Sometimes also called "color music," the history of this tradition includes many experiments with color organs. Artist or inventors "built instruments, usually called 'color organs,' that would display modulated colored light in some kind of fluid fashion comparable to music."[2] Several different definitions of color music exist; one is that color music is generally formless projections of colored light. Some scholars and writers have used the term color music interchangeably with visual music.
The construction of instruments to perform visual music live, as with sonic music, has been a continuous concern of this art. Color organs, while related, form an earlier tradition extending as early as the eighteenth century with the Jesuit Louis Bertrand Castel building an occular harpsichord in the 1730s (visited by Georg Philipp Telemann, who composed for it). Other prominent color organ artist-inventors include: A. Wallace Rimington, Bainbridge Bishop, Thomas Wilfred, Charles Dockum and Mary Hallock-Greenewalt.
Contents |
[edit] Visual music on film
Visual music and abstract film or video often coincide. Some of the earliest known films of these two genres were hand-painted works produced by the Futurists Bruno Corra[3] and Arnaldo Ginna between 1911 and 1912 (as they report in the Futurist Manifesto of Cinema), which are now lost. Mary Hallock-Greenewalt produced several reels of hand-painted films (although not traditional motion pictures) that are held by the Historical Society of Philadelphia. Like the Futurist films, and many other visual music films, her 'films' were meant to be a visualization of musical form.
Notable visual music filmmakers include: Walter Ruttmann, Hans Richter, Viking Eggeling, Oskar Fischinger, Len Lye, Jordan Belson, Norman McLaren, Mary Ellen Bute (who made a series of films she called Seeing Sound films), Harry Smith, John and James Whitney, and many others up to present day.
In 2005, a US exhibition called "Visual Music" at the Los Angeles Museum of Contemporary Art and The Hirshhorn Museum and Sculpture Garden in Washington DC included documentation of color organs and featured many visual music films [4] and videos as well as paintings and some color organs.
[edit] See also
- Abstract film
- Audiovisual art
- Color organ
- Cymatics
- Experimental film
- Music visualization
- Synesthesia in art
- Sound art
- Sound sculpture
- Sound installation
- Video art
- New Epoch Notation Painting
[edit] References
- William Moritz, "Towards an Aesthetics of Visual Music." ASIFA Canada Bulletin, 1986
- William Moritz, "The Dream of Color Music and Machines That Made it Possible." Animation World Magazine, Apr 1997
- William Moritz, "Visual Music and Film as an Art before 1950." In Karlstrom, Paul J., editor, On the Edge of America: California Modernist Art, 1900-1950. Berkeley: University of California Press, 1996.

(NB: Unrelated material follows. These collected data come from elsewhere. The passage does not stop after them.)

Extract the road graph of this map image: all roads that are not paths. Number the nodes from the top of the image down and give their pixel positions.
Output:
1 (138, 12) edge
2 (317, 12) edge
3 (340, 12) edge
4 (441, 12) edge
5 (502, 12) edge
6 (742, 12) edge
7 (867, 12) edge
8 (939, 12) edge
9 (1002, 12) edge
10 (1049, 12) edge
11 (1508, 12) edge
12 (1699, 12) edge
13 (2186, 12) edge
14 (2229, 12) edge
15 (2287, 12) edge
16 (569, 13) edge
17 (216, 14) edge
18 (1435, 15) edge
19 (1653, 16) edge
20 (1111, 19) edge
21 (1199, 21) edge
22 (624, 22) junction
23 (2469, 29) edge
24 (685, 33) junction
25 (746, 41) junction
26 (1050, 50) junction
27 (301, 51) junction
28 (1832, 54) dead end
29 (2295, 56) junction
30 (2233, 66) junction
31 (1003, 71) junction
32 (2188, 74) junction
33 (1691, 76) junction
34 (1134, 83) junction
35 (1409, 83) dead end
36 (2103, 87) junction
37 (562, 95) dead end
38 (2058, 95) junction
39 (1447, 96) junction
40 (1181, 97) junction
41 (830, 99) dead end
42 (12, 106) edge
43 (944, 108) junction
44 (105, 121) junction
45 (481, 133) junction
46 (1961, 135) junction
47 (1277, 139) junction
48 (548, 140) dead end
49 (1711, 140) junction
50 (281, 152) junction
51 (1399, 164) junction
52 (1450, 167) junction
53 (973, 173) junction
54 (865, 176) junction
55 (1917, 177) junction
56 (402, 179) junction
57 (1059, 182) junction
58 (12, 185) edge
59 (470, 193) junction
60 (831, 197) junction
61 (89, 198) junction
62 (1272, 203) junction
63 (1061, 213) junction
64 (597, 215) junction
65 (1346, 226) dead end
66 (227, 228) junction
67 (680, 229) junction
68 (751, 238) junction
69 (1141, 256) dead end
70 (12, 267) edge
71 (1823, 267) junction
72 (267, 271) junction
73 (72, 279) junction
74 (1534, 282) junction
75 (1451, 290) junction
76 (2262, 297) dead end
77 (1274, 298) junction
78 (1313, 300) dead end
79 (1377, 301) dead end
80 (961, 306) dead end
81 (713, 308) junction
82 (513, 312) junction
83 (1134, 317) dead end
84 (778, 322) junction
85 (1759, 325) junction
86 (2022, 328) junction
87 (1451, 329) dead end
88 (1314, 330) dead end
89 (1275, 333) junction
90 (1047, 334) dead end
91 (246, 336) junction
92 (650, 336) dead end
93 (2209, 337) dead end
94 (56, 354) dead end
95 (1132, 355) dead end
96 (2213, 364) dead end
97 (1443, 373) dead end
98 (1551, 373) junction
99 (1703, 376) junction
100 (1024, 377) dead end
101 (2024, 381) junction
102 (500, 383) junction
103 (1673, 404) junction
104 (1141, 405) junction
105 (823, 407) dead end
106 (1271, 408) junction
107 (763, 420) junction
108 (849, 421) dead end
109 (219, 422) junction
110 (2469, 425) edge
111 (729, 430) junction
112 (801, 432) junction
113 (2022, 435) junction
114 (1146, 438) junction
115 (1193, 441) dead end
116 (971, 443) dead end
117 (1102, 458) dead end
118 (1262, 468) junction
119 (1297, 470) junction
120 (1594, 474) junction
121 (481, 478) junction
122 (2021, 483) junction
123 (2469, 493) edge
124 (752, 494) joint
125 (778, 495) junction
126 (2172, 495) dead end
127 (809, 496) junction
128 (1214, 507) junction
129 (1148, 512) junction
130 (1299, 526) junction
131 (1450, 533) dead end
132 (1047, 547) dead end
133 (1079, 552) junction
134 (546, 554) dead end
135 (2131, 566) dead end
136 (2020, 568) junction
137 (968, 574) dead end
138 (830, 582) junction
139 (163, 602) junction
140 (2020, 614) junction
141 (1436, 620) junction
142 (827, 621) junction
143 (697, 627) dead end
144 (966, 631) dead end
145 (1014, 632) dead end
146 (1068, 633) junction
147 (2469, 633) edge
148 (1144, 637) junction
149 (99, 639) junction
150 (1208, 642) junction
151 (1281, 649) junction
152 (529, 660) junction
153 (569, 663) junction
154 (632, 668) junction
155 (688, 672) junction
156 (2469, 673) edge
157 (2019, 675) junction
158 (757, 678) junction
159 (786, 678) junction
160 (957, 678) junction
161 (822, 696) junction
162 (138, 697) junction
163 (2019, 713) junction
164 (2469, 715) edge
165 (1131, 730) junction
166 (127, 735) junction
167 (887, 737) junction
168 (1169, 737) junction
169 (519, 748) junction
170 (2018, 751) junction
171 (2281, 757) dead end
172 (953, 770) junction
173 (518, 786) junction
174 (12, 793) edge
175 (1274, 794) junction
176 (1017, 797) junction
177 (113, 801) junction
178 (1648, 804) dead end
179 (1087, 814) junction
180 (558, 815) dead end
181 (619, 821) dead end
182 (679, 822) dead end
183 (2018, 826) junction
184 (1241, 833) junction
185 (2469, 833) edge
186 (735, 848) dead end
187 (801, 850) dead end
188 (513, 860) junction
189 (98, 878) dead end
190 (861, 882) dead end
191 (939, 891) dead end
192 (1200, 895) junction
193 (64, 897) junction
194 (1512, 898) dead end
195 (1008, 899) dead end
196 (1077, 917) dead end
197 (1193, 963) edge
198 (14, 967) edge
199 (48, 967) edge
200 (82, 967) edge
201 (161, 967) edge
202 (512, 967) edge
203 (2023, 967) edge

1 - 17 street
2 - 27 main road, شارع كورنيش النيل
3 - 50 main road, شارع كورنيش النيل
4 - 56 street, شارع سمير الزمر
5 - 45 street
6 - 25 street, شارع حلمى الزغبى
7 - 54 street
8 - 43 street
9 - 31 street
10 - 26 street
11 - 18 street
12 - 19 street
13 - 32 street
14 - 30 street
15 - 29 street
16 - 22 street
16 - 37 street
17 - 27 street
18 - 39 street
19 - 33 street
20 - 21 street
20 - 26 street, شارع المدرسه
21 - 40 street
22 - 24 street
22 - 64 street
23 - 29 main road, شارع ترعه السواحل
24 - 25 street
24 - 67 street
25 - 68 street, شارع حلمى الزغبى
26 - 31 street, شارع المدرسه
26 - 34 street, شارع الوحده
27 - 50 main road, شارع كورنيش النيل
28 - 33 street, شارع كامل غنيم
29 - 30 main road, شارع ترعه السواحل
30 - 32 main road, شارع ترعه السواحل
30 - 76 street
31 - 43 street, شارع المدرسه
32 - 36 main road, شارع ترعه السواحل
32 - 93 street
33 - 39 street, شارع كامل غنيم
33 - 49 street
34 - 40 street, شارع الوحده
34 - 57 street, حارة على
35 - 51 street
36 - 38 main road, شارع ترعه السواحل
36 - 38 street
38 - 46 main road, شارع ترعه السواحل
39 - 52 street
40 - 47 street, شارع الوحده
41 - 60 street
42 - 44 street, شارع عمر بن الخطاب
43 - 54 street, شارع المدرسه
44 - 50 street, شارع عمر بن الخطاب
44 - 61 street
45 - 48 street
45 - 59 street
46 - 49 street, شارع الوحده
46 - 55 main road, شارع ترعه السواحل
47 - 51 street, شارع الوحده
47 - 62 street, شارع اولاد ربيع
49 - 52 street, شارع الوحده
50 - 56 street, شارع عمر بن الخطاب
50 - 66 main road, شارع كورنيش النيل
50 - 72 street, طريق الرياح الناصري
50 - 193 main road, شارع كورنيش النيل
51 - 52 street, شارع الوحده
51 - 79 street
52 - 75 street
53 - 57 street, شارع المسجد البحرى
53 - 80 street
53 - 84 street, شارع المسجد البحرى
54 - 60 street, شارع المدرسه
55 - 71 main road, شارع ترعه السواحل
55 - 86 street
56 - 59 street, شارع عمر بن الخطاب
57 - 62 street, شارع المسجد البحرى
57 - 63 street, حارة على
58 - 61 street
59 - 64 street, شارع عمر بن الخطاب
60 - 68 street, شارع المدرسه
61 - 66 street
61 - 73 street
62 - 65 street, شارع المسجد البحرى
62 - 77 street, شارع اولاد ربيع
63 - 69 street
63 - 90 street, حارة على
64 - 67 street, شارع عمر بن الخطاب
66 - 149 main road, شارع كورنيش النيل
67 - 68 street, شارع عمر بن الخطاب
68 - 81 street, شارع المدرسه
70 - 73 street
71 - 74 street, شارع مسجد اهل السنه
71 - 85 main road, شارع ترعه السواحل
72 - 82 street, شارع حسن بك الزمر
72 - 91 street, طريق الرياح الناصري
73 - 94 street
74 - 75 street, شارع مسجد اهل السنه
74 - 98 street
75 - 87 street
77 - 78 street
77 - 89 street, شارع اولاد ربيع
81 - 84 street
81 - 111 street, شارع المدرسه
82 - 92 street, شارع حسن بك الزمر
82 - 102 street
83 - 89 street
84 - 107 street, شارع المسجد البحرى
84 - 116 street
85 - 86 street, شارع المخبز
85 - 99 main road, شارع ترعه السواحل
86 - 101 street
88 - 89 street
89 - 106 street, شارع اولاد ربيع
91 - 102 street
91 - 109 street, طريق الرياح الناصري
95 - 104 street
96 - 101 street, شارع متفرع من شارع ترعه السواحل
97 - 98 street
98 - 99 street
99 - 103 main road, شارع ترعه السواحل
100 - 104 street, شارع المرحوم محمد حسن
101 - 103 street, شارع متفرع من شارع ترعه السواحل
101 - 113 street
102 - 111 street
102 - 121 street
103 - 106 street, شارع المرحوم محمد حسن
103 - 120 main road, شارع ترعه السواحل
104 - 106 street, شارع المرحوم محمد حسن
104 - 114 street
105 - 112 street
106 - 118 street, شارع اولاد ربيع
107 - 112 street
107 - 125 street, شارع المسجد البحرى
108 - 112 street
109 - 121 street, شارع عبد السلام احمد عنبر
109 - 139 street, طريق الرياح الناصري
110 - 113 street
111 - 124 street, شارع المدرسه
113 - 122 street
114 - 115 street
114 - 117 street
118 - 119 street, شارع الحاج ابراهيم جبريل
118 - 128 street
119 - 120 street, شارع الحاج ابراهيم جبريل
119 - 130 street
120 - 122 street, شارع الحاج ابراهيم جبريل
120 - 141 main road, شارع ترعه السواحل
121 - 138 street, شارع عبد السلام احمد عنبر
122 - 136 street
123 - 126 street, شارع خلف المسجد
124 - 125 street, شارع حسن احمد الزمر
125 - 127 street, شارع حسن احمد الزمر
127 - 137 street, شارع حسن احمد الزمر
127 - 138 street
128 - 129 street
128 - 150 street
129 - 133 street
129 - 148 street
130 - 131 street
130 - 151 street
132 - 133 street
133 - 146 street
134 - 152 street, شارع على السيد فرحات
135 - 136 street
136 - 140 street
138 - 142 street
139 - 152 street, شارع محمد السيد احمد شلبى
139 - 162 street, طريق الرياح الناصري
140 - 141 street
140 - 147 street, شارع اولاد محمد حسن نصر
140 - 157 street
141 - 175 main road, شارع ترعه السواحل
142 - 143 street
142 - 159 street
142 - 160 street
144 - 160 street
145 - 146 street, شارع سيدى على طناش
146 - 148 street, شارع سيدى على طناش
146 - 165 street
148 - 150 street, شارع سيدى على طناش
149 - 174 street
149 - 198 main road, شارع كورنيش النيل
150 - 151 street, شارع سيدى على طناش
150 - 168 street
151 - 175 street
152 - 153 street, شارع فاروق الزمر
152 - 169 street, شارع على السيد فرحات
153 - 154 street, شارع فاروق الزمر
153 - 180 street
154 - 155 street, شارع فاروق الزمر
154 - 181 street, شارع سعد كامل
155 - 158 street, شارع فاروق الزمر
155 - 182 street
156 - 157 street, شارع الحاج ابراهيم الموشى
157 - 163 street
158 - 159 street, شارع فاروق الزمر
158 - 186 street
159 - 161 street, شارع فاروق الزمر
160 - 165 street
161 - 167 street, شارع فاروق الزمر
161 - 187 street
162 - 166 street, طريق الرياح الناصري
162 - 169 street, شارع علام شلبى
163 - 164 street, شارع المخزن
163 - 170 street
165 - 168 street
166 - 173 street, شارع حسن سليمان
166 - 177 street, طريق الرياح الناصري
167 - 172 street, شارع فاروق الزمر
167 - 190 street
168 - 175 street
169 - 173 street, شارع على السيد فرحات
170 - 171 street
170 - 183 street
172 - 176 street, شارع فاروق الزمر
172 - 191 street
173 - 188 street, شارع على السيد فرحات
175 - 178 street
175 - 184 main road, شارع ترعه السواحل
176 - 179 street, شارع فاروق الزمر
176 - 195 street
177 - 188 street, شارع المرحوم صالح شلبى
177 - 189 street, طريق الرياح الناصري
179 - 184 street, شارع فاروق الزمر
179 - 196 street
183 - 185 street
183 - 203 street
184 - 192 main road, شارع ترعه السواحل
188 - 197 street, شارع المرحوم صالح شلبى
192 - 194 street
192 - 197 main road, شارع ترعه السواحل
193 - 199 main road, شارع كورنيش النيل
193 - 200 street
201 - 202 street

- Jack Ox and Cindy Keefer. On Curating Recent Digital Abstract Visual Music 2006. Has explanations of several definitions of Visual Music.
- Michael Betancourt, "Mary Hallock-Greenewalt's Abstract Films." [Millennium Film Journal no 45, 2006]
- Martin Kemp, The Science of Art: Optical Themes in Western Art from Brunelleschi to Seurat. [Yale, 1992]
- Maarten Franssen, "The Ocular Harpsichord of Louis-Bertrand Castel." [Tractrix: Yearbook for the History of Science, Medicine, Technology and Mathematics 3, 1991]
- Hermann von Helmholtz, Psychological Optics, Volume 2. [The Optical Society of America, 1924] DjVu, UPenn Psychology site
- Dina Riccò & Maria José de Cordoba (edited by), "MuVi. Video and moving image on synesthesia and visual music", Edizioni Poli.design [Milano, 2007]
- Campen, Cretien van. "The Hidden Sense. Synesthesia in Art and Science." Cambridge: MIT Press, 2007.
[edit] External links
- Center for Visual Music online library
- Color and Sound - Visual Music by Maura McDonnell
- 1000 of the most beautiful examples of visual music on TronMe
- Oskar Fischinger Archive - Oskar Fischinger, The Father of Visual Music
- What is Visual Music?
- A Lifetime in Animation: The Glamorous Dr. William Moritz by C. Keefer, 2003, in Animation World Magazine online.
- Correspondence of Sound and Colour creativelab.kiev.ua
- The Electric Collage light show
- VisualCube is a volumetric display out of 6x6x6 voxels, especially designed for music visualization applications
- 'Visual music: an inquiry into the musical potential of the image by Stefan Beyst
- http://www.visualmusic.it autom@ted Interactive net >Visu@lMusiC by Sergio Maltagliati.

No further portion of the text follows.